An exact copy of the listing is required, with its pictures removed.

Provided data:
>>>>>

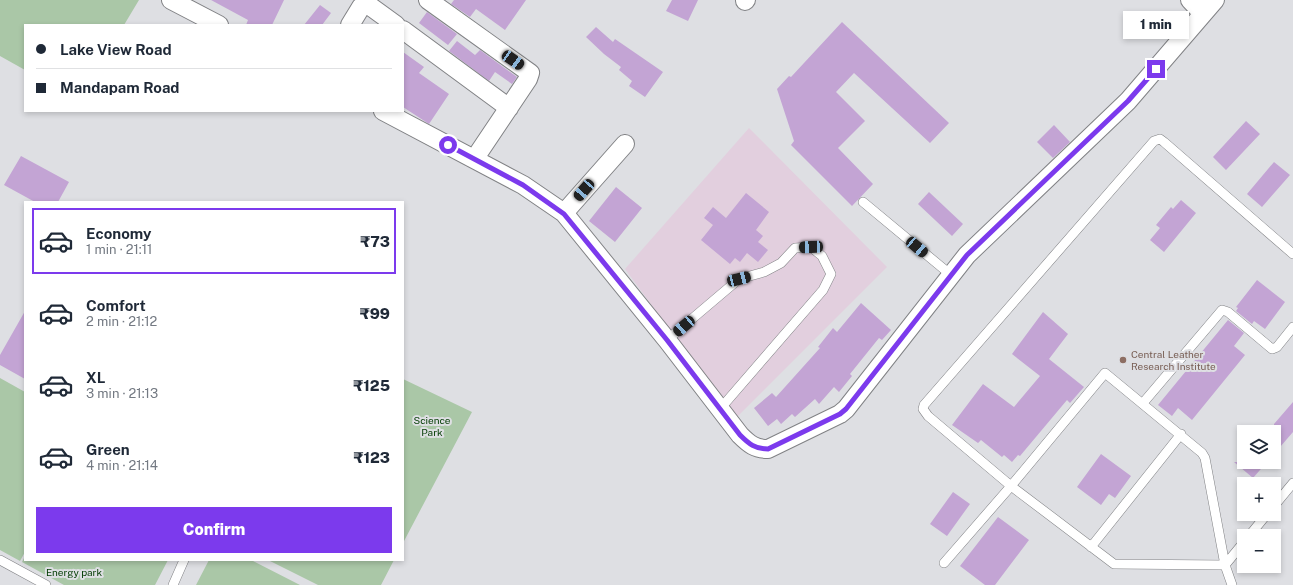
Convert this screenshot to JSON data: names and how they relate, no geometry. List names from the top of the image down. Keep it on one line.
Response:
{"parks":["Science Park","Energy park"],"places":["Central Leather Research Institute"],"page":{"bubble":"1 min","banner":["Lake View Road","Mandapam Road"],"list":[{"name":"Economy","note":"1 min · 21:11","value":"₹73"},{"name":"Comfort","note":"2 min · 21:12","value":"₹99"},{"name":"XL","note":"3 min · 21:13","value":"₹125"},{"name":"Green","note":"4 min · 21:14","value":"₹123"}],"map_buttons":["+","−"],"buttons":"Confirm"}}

<<<<<

Task solution:
Convert this screenshot to JSON data: names and how they relate, no geometry. List names from the top of the image down. Keep it on one line.
Response:
{"parks":["Science Park","Energy park"],"places":["Central Leather Research Institute"],"page":{"bubble":"1 min","banner":["Lake View Road","Mandapam Road"],"list":[{"name":"Economy","note":"1 min · 21:11","value":"₹73"},{"name":"Comfort","note":"2 min · 21:12","value":"₹99"},{"name":"XL","note":"3 min · 21:13","value":"₹125"},{"name":"Green","note":"4 min · 21:14","value":"₹123"}],"map_buttons":["+","−"],"buttons":"Confirm"}}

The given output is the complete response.